A disingenuous reply from the Minister for Schools, David Laws MP
Back in December 2012, The Guardian published a joint letter from Rabbi Jonathan Romain, Chair of the Accord Coalition, and a number of other signatories, including RISC. The letter called on the Government to end faith-based discrimination in state school admissions. David Laws MP, the Minister for Schools has recently replied to Rabbi Romain - you can read his response here. Unfortunately the reply is misleading in two ways: 
Firstly, it implies that schools that select 50% of their pupils on the basis of faith are “inclusive”. OK, 50% selection is better than 100% selection. But truly inclusive schools, including many faith schools, don’t have faith-based selection at all. That's 0%!
Secondly, the response ignores the fact that the Department for Education have knowingly left open a loophole so that religious organisations can get round the 50% cap on faith-based admissions anyway. We've seen with SRR, which was deliberately set up as a Voluntary Aided school rather than an Academy so that it could, if over-subscribed, select up to 100% on the basis of faith (new Academies/Free Schools are limited to 50%). In fact the Department for Education intervened in our court case against the Council last year in order to emphasise that this loophole is intended to be there. David Laws must be well aware of this, but chose not to mention it in his response.


What do we have in common with Estonia, Ireland & Israel (but not others)? Faith based discrimination in state school admissions
A paper published last year by the Organisation for Economic Cooperation & development (OECD) indicates that we are one of only 4 out of 35 developed countries reviewed that permits faith-based discrimination in admissions to state-funded schools. The others three countries cited at Estonia, Ireland and Israel. Countries that we might consider "religious", such as Poland, Spain and Italy, apparently don't have faith-based selection.
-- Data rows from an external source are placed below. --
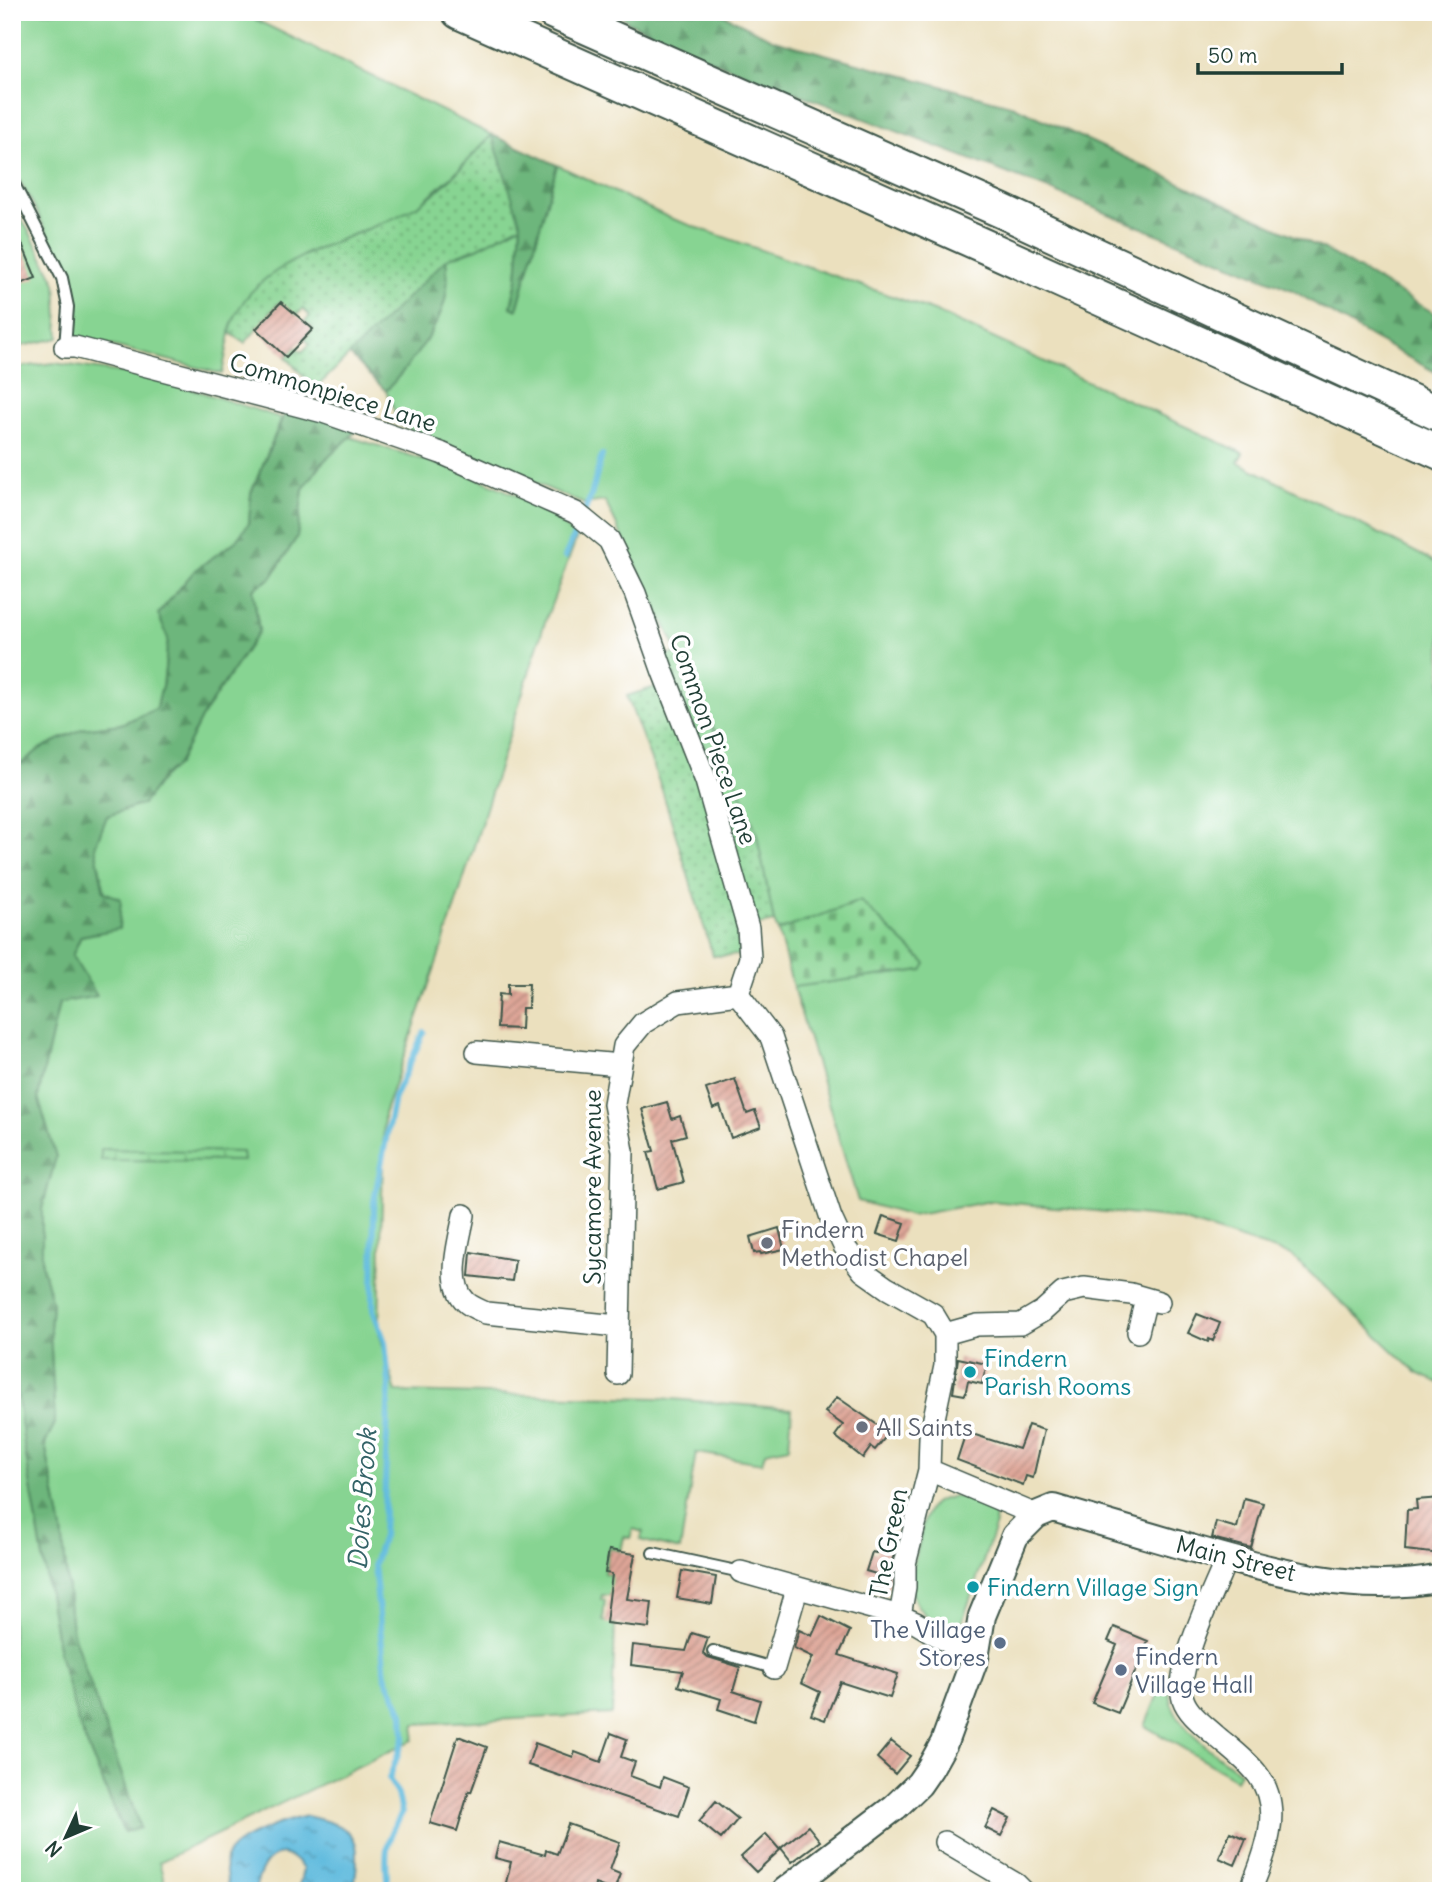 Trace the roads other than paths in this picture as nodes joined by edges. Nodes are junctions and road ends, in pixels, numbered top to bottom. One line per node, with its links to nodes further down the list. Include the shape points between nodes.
1 (459, 12): 6 (highway)
2 (552, 12): 5 (highway, via 1002,211)
3 (12, 180): 4 (lane, via 62,278 68,307)
4 (65, 347): 7 (street, Commonpiece Lane, via 323,412 441,453)
5 (1441, 415)
6 (1441, 453)
7 (583, 518): 8 (street, Common Piece Lane, via 609,540 635,593 706,781 748,928 750,958)
8 (738, 994): 10 (street, Sycamore Avenue, via 678,1002 659,1012 624,1046); 14 (street, via 771,1037 844,1246 863,1271 933,1314)
9 (477, 1052): 10 (street)
10 (620, 1065): 12 (street, Sycamore Avenue, via 614,1104 623,1151)
11 (464, 1215): 12 (street, via 456,1267 457,1290 467,1304 486,1313)
12 (618, 1326): 15 (street, Sycamore Avenue)
13 (1138, 1332): 14 (street, via 1153,1300 1084,1288 1063,1293 1021,1324 977,1325)
14 (945, 1334): 16 (street, via 945,1366 930,1437)
15 (618, 1374)
16 (929, 1470): 17 (street, The Green); 23 (street, The Green, via 905,1564)
17 (1036, 1515): 19 (street, Main Street, via 1053,1508); 25 (street, via 1015,1536 982,1616)
18 (653, 1553): 20 (lane)
19 (1227, 1558): 21 (street, Main Street, via 1357,1584 1413,1584); 30 (street, via 1198,1628 1182,1680 1183,1700 1195,1717 1258,1774 1268,1791 1272,1814)
20 (741, 1573): 22 (street, The Green)
21 (1441, 1578)
22 (797, 1589): 23 (street, The Green); 26 (street)
23 (900, 1616): 25 (street, The Green)
24 (713, 1651): 26 (lane)
25 (975, 1658): 28 (street, via 944,1743 919,1784)
26 (774, 1668)
27 (945, 1843): 29 (street)
28 (785, 1891)
29 (1023, 1891)
30 (1250, 1891)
The irony here is that the Catholic Diocese of Westminster said that the rapid expansion of the Catholic population in Ealing - resulting from immigration from Poland - was one of the main reasons why they needed additional Catholic school capacity in west London, and therefore supported the establishment of the new school in Twickenham. But these same parents would not be able to choose an exclusive Catholic state school back in Poland.